[LISTED ENTRIES]:

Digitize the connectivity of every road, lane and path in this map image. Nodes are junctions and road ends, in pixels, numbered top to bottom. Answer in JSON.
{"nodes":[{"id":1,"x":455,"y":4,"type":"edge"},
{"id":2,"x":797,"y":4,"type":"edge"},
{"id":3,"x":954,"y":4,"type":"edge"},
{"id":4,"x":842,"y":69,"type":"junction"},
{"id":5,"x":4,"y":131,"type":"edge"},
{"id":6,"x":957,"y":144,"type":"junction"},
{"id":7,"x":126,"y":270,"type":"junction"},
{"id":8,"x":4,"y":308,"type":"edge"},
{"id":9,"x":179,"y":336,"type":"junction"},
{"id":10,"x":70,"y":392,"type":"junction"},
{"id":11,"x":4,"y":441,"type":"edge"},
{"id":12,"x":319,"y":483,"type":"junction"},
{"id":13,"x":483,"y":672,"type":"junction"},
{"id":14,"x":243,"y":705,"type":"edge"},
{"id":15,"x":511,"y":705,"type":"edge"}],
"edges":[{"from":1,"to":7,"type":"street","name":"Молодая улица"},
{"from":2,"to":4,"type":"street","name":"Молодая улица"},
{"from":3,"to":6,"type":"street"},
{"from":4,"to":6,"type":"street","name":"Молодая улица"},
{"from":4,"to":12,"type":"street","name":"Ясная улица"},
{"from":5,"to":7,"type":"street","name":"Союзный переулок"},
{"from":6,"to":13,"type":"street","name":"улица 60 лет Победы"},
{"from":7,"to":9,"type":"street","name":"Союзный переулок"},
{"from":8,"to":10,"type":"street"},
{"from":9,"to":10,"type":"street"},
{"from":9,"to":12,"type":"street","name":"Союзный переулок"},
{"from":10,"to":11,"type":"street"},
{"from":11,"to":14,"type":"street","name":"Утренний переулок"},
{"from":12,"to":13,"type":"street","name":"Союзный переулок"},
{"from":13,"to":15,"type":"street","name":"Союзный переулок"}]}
--
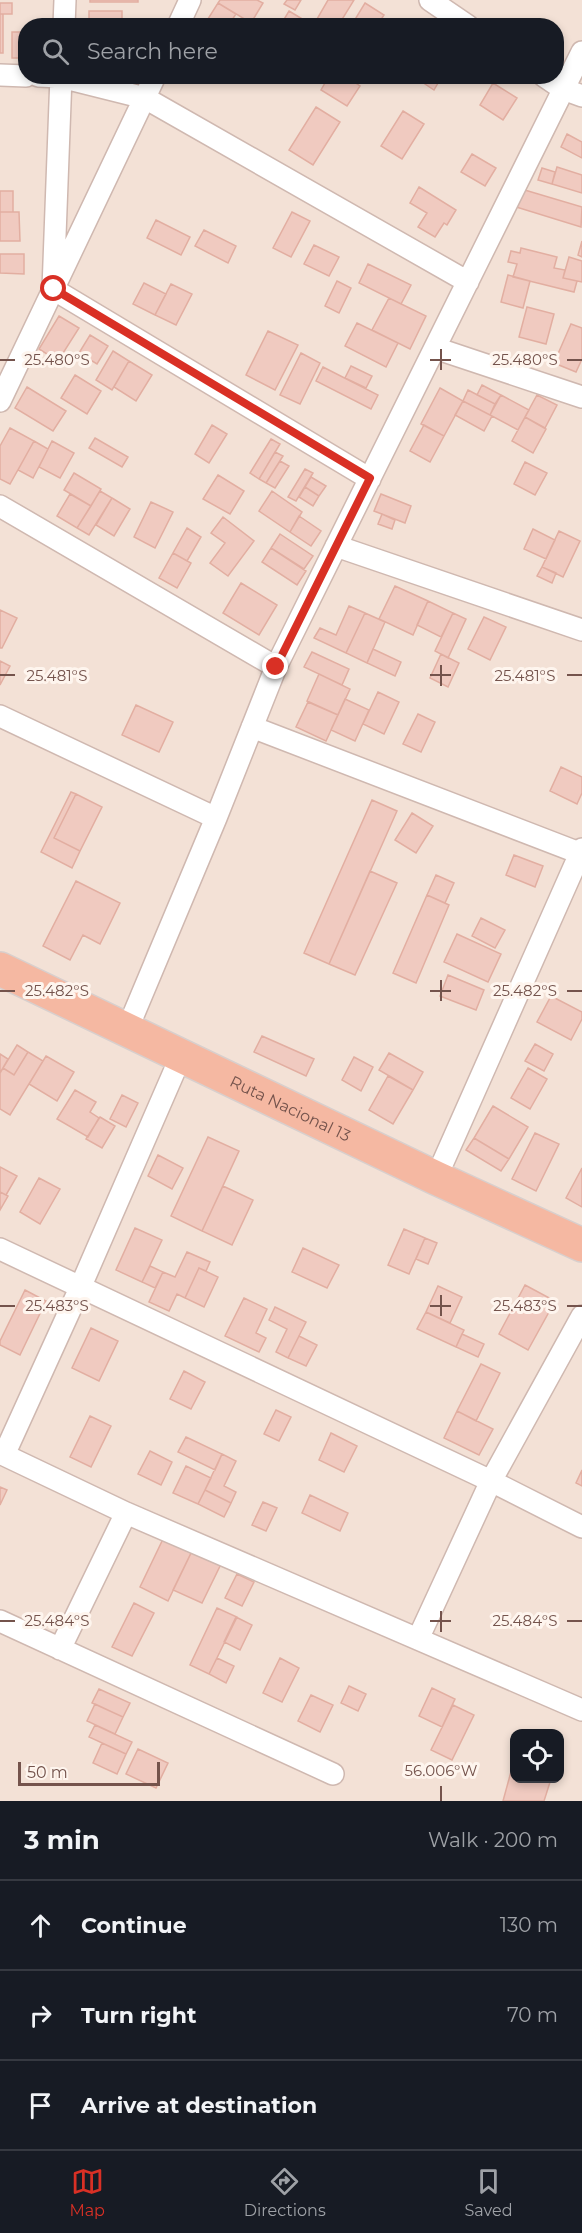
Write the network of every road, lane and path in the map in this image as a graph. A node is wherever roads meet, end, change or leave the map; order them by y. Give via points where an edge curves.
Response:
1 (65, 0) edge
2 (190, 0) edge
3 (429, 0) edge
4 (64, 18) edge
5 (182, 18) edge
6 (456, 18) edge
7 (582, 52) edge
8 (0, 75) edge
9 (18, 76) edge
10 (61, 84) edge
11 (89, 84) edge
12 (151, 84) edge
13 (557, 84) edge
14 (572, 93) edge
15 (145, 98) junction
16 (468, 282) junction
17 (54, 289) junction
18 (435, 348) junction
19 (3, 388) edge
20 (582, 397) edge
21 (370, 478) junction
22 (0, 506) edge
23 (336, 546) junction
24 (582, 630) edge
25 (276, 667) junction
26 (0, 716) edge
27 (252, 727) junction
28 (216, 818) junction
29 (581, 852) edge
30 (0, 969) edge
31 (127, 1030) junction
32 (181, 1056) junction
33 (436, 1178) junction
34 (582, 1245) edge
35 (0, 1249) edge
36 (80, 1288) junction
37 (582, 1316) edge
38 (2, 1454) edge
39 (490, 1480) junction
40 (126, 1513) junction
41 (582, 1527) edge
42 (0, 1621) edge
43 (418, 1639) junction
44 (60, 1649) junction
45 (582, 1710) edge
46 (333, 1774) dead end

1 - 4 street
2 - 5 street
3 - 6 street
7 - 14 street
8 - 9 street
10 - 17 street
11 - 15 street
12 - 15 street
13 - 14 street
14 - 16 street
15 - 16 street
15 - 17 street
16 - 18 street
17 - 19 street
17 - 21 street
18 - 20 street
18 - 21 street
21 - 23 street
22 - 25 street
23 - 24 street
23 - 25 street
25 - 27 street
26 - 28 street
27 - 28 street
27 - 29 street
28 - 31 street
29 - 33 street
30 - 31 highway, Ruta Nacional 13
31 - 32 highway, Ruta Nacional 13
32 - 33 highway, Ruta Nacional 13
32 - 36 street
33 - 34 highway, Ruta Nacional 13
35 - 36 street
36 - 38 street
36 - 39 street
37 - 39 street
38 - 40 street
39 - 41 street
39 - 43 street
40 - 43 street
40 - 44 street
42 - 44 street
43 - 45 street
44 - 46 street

[WORK TO BE COMPLETED]: Please count how many lines of the records include "Ruta", giving the number and nothing else.

[ANSWER BOX]: 4